Examples of Practice Change
The following are some examples of practice change that could result from each level of evidence:
- Level 1 (RCTs): An RCT might find that a new drug is more effective than the standard treatment for a particular disease. This finding could lead to the new drug becoming the standard of care for that disease.
- Level 2 (Systematic reviews of RCTs): A systematic review of RCTs might find that a particular type of surgery is more effective than another type of surgery for a particular condition. This finding could lead to surgeons changing their practice patterns and performing the more effective surgery more often.
- Level 3 (Other individual controlled trials): A cohort study might find that people who eat a certain type of diet are less likely to develop a particular type of cancer. This finding could lead to public health campaigns encouraging people to eat that type of diet.
- Level 4 (Case series): A case series might find that a new drug is associated with a rare side effect. This finding could lead to the drug being further studied to determine whether the side effect is truly caused by the drug and to develop ways to mitigate the risk of the side effect.
Independent, Dependent, and Extraneous Variables
Independent variables are the variables that researchers manipulate in an experiment. Dependent variables are the variables that researchers measure to see how they are affected by the independent variables. Extraneous variables are variables that could influence the dependent variable, but that are not being manipulated by the researchers.
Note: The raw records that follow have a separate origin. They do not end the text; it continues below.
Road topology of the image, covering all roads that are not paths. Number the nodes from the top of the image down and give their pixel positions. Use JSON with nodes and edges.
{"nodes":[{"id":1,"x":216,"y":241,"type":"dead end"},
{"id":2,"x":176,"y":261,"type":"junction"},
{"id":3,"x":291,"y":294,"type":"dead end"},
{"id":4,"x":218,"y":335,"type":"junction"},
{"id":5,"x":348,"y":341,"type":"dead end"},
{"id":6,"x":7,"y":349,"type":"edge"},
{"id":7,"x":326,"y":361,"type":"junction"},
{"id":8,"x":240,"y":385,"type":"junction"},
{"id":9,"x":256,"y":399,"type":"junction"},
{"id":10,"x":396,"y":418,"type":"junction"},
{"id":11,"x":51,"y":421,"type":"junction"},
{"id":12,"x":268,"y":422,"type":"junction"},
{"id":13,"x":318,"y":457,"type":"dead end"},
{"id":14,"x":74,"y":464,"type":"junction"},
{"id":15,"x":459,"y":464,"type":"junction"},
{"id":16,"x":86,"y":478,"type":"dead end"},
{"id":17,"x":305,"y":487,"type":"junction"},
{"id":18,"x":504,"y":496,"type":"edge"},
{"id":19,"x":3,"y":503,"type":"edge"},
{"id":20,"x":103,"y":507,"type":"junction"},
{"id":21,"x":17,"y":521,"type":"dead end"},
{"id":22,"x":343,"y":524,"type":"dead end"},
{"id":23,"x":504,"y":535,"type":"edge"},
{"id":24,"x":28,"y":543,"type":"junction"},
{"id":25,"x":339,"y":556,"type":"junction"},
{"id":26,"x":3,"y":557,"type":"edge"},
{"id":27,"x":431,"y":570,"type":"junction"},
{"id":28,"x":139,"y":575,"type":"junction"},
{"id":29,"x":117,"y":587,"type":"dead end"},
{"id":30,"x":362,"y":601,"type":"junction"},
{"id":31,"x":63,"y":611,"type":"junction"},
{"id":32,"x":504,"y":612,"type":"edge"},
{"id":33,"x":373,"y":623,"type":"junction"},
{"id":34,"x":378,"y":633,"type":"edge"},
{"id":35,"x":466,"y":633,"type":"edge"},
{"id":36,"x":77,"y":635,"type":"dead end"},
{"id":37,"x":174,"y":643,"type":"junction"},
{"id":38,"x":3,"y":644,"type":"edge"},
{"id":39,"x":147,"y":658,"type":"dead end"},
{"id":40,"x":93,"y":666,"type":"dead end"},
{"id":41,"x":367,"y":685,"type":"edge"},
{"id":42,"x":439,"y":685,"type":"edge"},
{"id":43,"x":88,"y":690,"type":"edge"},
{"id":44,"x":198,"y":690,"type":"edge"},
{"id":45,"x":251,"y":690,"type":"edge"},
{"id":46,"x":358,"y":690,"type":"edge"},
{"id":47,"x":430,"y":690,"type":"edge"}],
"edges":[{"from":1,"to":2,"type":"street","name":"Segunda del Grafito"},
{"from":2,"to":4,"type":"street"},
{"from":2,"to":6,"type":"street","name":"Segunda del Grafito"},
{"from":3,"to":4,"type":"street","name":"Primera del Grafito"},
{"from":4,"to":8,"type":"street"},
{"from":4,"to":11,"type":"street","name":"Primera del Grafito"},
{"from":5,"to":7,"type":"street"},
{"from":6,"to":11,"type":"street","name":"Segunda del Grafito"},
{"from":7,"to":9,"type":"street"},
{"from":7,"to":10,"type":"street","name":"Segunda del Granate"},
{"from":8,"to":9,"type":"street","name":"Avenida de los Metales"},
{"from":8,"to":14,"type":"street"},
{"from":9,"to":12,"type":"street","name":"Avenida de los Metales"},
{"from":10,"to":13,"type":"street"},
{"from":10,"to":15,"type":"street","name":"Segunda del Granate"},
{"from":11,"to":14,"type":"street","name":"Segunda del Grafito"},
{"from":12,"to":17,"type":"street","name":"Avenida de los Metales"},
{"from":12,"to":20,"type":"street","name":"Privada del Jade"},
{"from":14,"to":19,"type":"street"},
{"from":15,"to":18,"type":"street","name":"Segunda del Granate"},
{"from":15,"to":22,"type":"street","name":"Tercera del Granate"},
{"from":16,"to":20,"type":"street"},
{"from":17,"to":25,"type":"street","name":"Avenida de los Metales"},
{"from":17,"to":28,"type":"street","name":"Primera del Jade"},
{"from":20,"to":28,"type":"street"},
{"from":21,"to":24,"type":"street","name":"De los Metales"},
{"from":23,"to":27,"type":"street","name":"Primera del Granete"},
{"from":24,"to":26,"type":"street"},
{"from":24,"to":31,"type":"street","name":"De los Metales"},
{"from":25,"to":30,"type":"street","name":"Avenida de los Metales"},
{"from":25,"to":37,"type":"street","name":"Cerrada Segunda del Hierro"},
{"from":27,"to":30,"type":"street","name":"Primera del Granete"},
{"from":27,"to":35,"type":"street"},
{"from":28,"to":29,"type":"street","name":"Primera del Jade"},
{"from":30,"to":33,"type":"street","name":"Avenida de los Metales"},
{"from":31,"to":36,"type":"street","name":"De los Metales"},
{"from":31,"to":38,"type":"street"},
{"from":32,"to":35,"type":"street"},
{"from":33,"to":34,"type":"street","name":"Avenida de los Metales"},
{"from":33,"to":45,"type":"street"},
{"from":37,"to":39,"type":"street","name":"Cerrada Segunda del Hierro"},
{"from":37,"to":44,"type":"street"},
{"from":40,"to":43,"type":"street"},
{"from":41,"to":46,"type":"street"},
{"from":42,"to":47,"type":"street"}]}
Two Ways to Control Extraneous Variables
There are two main ways to control extraneous variables:
- Randomization: Randomization is the process of assigning participants to a study group or control group randomly. This helps to ensure that the two groups are similar in all respects except for the independent variable.
- Matching: Matching is the process of selecting participants for a study group and control group who are similar in terms of extraneous variables. This helps to reduce the potential impact of extraneous variables on the results of the study.
Peer-Reviewed Articles
The following are some peer-reviewed articles that discuss controlling extraneous variables:
- How to Control for Extraneous Variables in Experimental Research by David Howell
- Controlling for Extraneous Variables in Experimental Research: A Review of the Literature by James G. Jaccard
- Statistical Methods for Controlling Extraneous Variables by G. David Garson
Example of Controlling Extraneous Variables
Suppose that a researcher is interested in studying the effects of a new drug on blood pressure. The researcher might assign participants to the drug group or the control group randomly. This would help to ensure that the two groups are similar in all respects except for the drug.
The researcher might also match participants in the drug group and control group based on age, sex, and other factors that could affect blood pressure. This would help to further reduce the potential impact of extraneous variables on the results of the study.
By controlling for extraneous variables, the researcher can be more confident that the results of the study are due to the effects of the drug and not to other factors.